The task.
In the entries below, tally the lines that contain the string "nodes", then state that number alone.

Stored data entries:

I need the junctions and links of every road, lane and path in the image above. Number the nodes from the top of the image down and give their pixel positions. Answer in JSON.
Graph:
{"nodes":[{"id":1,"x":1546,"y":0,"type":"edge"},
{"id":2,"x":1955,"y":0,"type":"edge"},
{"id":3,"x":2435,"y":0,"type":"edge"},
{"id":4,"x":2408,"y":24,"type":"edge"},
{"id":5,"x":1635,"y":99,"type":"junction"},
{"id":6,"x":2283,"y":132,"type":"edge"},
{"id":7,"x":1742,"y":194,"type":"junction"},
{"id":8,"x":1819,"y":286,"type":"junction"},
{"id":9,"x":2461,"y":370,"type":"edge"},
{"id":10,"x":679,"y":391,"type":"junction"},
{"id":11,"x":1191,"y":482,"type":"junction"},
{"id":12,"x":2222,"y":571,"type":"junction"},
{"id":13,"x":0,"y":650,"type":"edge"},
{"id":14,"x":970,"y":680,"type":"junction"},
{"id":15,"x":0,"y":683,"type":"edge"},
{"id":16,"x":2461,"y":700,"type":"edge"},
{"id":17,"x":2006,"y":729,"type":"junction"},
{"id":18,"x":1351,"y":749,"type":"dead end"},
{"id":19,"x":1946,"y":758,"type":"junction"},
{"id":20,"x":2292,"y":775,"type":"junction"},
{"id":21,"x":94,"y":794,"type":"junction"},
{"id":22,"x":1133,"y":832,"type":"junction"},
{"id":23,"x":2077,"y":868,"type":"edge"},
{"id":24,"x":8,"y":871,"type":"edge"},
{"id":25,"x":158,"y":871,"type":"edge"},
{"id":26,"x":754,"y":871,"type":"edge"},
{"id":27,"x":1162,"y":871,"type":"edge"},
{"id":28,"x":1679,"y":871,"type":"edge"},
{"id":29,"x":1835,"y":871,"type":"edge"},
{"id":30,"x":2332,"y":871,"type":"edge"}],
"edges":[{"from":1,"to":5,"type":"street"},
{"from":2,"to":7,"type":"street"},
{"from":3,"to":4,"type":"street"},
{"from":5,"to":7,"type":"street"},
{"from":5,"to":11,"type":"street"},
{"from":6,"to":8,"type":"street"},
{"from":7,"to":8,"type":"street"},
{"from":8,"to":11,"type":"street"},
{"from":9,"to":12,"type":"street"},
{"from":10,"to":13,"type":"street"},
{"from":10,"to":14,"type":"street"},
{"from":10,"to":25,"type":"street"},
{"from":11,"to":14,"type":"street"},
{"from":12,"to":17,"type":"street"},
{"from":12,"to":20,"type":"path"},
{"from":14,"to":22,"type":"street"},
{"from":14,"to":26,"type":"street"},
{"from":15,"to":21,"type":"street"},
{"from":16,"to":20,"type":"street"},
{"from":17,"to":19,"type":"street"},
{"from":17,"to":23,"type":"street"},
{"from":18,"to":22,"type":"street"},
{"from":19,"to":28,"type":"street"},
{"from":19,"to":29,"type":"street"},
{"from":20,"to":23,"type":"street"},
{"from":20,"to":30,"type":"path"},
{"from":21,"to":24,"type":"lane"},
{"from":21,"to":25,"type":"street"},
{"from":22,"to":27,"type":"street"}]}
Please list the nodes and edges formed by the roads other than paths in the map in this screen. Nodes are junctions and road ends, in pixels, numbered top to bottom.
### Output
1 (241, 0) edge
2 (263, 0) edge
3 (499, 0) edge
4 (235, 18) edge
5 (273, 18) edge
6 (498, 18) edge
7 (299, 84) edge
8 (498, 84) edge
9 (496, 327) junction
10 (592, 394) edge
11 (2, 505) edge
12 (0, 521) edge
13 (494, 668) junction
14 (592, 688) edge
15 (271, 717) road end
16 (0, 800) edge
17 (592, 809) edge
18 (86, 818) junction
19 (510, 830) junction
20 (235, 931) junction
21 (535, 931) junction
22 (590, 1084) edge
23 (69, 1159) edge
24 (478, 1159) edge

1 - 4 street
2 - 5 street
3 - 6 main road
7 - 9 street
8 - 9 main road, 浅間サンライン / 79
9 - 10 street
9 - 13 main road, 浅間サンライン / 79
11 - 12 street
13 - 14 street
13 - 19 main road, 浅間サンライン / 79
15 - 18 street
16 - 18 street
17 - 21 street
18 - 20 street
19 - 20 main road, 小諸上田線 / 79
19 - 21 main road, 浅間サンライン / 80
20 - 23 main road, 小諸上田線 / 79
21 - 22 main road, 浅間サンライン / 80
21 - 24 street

Response area.
3